**The task:**
Look through the records below for the line holding "index tip: (307, 338)". Write it out exactly, with each following line through the line holding "ring mcp: (374, 377)".

**Supplied material:**
○ ○ ○

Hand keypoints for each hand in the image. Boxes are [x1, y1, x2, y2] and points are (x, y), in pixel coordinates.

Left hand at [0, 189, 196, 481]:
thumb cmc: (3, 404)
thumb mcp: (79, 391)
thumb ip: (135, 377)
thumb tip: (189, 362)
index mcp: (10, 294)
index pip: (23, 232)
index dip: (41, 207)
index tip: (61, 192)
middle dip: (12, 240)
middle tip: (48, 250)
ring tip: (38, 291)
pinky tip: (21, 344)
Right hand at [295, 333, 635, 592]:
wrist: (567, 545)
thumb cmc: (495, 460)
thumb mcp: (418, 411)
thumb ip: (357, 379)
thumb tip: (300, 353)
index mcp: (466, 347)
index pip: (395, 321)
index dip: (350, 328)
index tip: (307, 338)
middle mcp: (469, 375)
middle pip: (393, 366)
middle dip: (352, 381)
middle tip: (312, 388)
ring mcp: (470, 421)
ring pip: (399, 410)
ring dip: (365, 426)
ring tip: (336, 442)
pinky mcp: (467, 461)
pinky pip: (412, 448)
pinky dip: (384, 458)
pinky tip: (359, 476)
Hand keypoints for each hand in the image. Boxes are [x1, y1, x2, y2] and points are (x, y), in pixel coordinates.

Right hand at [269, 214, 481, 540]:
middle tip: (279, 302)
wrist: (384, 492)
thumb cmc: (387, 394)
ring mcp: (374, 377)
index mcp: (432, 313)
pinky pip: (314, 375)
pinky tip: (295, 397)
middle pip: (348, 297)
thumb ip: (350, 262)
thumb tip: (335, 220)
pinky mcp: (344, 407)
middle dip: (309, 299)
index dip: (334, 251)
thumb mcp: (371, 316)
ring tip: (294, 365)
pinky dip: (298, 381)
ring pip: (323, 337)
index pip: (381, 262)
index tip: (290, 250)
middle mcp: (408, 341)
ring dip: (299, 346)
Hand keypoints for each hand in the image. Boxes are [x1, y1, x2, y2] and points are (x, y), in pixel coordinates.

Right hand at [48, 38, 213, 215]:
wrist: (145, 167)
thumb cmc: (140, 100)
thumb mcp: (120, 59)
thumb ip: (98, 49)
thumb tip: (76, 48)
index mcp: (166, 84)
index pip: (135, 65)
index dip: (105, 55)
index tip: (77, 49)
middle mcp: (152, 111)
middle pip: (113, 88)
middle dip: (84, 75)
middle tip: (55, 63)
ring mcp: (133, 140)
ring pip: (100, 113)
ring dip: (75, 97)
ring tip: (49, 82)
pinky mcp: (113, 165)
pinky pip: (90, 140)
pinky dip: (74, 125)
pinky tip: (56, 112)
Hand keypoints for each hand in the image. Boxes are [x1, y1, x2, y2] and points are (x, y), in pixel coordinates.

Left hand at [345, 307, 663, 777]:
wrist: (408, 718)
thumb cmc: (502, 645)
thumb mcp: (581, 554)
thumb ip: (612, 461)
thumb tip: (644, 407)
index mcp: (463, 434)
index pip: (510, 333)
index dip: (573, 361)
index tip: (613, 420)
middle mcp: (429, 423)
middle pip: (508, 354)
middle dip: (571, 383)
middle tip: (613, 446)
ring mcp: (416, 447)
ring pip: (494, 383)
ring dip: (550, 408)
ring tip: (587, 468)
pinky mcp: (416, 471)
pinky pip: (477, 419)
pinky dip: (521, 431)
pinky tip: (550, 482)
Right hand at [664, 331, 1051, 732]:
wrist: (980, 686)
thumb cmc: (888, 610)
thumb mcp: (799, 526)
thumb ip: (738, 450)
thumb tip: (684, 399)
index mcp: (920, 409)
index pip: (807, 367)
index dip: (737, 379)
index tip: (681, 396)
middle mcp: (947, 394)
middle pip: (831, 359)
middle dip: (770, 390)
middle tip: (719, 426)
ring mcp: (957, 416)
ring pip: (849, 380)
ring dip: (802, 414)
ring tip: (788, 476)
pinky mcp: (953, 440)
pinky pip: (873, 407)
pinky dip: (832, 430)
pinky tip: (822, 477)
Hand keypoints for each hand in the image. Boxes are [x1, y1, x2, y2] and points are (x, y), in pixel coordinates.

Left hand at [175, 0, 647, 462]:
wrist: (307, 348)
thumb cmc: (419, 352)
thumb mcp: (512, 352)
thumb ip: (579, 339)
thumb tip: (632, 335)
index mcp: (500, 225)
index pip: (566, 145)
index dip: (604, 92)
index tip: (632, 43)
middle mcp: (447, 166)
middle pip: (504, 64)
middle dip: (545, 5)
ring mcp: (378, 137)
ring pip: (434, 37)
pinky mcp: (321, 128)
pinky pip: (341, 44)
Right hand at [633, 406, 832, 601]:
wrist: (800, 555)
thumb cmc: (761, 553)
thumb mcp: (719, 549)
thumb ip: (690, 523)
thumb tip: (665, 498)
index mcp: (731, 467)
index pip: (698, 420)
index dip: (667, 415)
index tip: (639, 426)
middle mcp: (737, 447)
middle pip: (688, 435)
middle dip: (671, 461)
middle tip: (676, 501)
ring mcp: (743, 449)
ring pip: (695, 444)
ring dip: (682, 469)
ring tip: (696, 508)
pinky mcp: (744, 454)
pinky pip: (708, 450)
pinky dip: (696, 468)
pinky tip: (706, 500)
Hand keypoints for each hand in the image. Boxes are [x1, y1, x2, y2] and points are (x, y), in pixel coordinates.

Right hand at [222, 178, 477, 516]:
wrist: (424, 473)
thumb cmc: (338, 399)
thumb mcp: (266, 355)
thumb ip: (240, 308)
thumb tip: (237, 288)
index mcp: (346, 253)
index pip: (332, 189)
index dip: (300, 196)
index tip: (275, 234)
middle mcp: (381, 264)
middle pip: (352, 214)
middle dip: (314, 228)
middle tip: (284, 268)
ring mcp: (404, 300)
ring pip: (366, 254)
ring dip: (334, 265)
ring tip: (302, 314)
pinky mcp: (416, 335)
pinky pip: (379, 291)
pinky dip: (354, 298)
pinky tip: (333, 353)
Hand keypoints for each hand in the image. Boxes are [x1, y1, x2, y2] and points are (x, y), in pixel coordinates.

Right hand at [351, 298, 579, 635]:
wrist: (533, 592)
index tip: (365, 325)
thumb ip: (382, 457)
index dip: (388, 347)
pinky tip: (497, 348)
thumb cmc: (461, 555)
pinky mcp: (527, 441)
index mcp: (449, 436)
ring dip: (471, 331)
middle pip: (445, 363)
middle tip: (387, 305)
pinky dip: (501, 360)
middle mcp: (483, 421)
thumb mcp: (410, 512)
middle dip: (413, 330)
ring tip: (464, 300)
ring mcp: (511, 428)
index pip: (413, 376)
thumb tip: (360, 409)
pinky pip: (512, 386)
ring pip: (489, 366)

○ ○ ○

**Answer below:**
index tip: (307, 338)
middle mcp: (469, 375)
middle pip: (393, 366)
middle dip: (352, 381)
middle tip: (312, 388)
ring mcp: (470, 421)
ring pip: (399, 410)
ring dip: (365, 426)
ring tip: (336, 442)
pinky mcp: (467, 461)
pinky pip: (412, 448)
pinky dip: (384, 458)
pinky tip: (359, 476)
Hand keypoints for each hand in the image. Boxes are [x1, y1, x2, y2] and points are (x, y), in pixel coordinates.

Right hand at [269, 214, 481, 540]:
middle tip: (279, 302)
wrist: (384, 492)
thumb cmc: (387, 394)
ring mcp: (374, 377)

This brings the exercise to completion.